The fall in inflation in the eurozone provides more confidence to the members of the ECB Governing Council, “but not enough”, according to the president of the entity, who has assured that, even if there will be slightly more According to information, there will be “many more in June.”
The disinflation process underway in the eurozone has made this possible European Central Bank (ECB) is improving its forecasts and offering more confidence to the members of the Governing Council, “but not enough”, according to the entity’s chairman, Christine Lagarde, who has assured that, although there will be slightly more information in April, there will be “many more in June.”

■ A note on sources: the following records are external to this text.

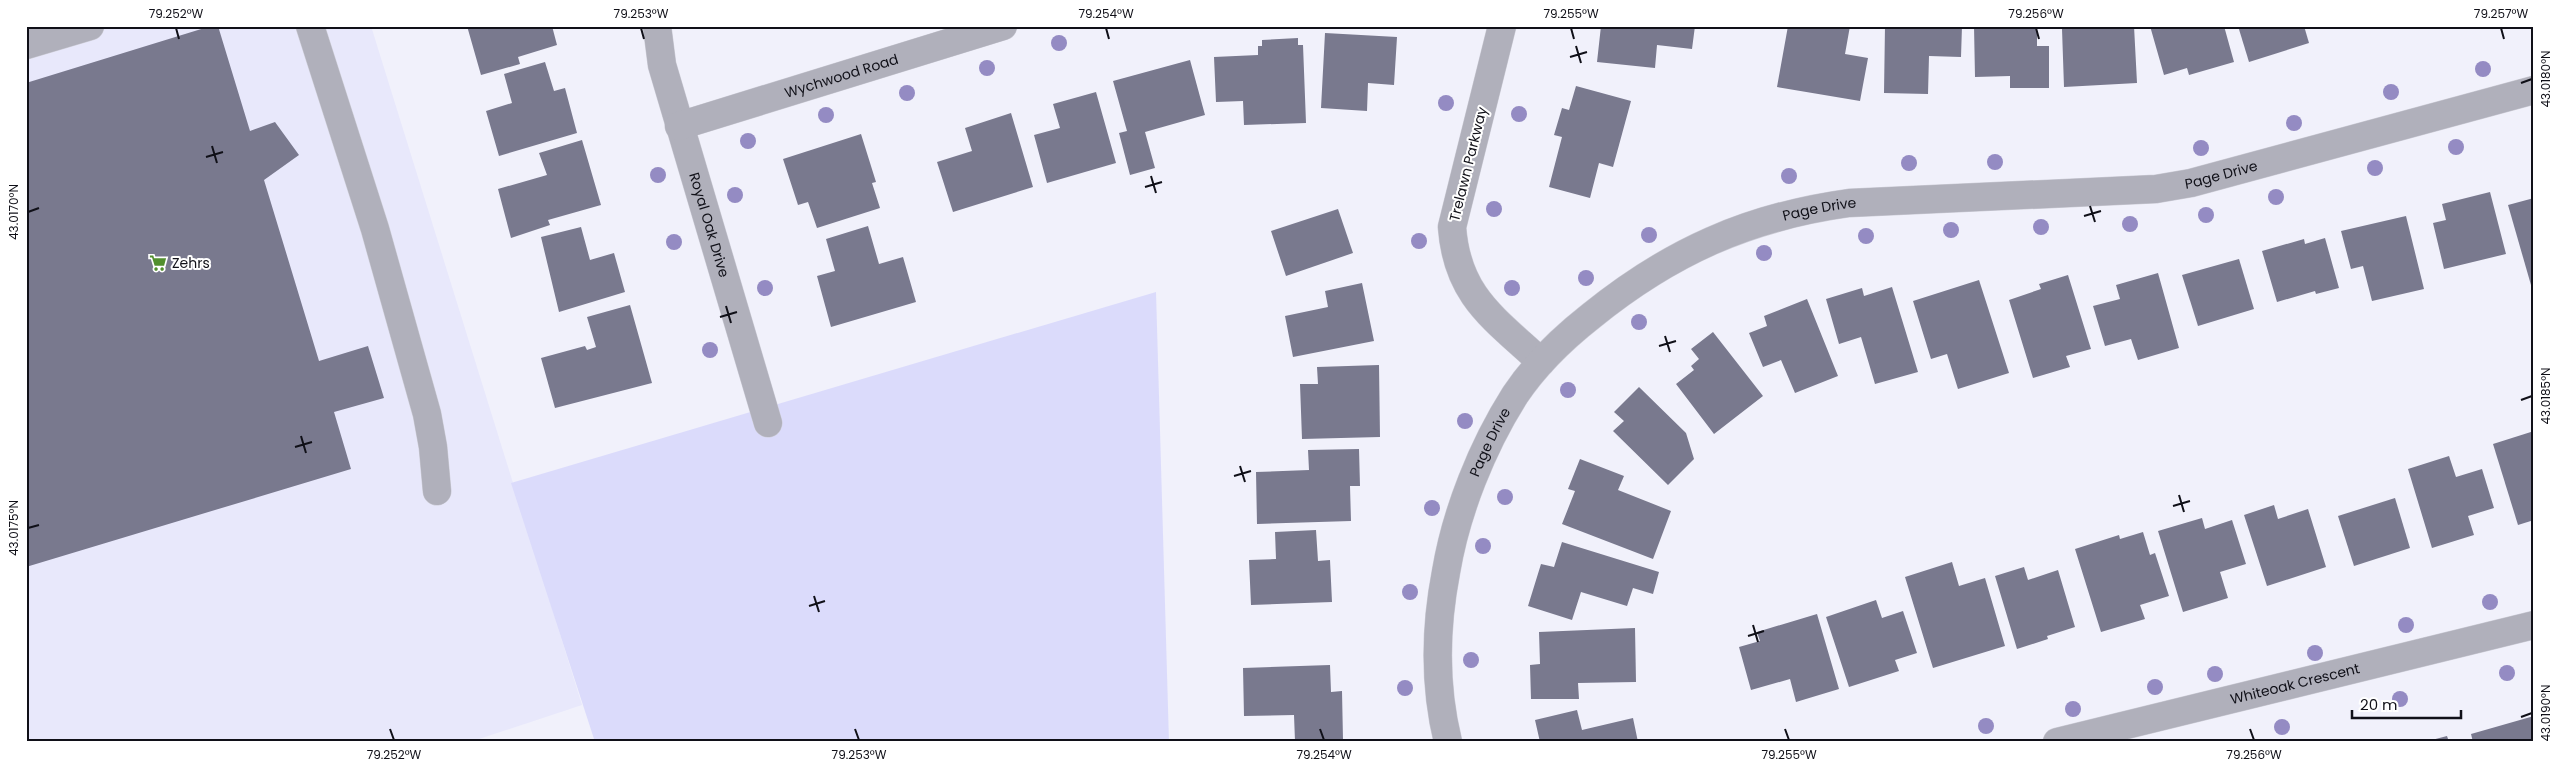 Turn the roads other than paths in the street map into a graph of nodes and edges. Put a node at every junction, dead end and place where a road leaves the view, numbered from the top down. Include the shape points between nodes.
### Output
1 (90, 26) edge
2 (310, 26) edge
3 (657, 26) edge
4 (1003, 26) edge
5 (1502, 26) edge
6 (26, 46) edge
7 (2534, 90) edge
8 (679, 126) junction
9 (1540, 362) junction
10 (768, 423) dead end
11 (437, 491) dead end
12 (2534, 625) edge
13 (1448, 742) edge
14 (2057, 742) edge

1 - 6 street
2 - 11 street via 374,229 427,414
3 - 8 street, Royal Oak Drive via 662,65
4 - 8 street, Wychwood Road
5 - 9 street, Trelawn Parkway via 1452,227 1454,251 1459,270 1480,305
7 - 9 street, Page Drive via 2182,185 2156,189 1849,204 1775,217 1703,243 1656,268 1576,327
8 - 10 street, Royal Oak Drive
9 - 13 street, Page Drive via 1515,396 1480,462 1452,532 1437,645 1437,684
12 - 14 street, Whiteoak Crescent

“A clear decline is underway and we are making progress towards our inflation target and as a result we are more confident, but not enough and clearly we need more evidence, more data‘Lagarde said this at the press conference after the ECB Governing Council meeting.
In this sense, the Frenchwoman recalled that some of these data will arrive in the coming months, which will allow the ECB to be informed a little more in April, “but we will know a lot more in June”adding that this was the conclusion of the debate during Thursday’s meeting in the Governing Council, which in its previous conclave had not even considered the question of when to address the shift in monetary policy.
In fact, the President of the ECB wanted to make it clear that at this meeting there was no discussion about lowering interest rates and that the entity’s governing body has only just begun to debate whether to adjust its restrictive stance, as the central bank demands “much more information in the coming months to have sufficient confidence”.
The ECB has improved its inflation projections for 2024 and 2025, mainly due to a lower contribution from energy prices, and now expects headline interest rates to average 2.3% this year and go to what you want 2% by 2025 to place yourself in the 1.9% in 2026.
In any case, the President of the ECB has made it clear that the institution won’t wait to cut rates until rates fall to 2%, while he has defended that despite the cooling in this year’s GDP growth forecast, “it’s not about sacrificing growth” as the ECB’s projections consider recovery in 2024 and, especially in 2025 and 2026.
On the other hand, when asked about the pace of easing the ECB’s restrictive policy once the entity decides to cut rates, Lagarde avoided committing to any commitment. rhythm or volume, bearing in mind that the institution will remain ‘dependent on data’. “But if the conditions are met and our diagnosis is good, we will do what we have to do,” he added.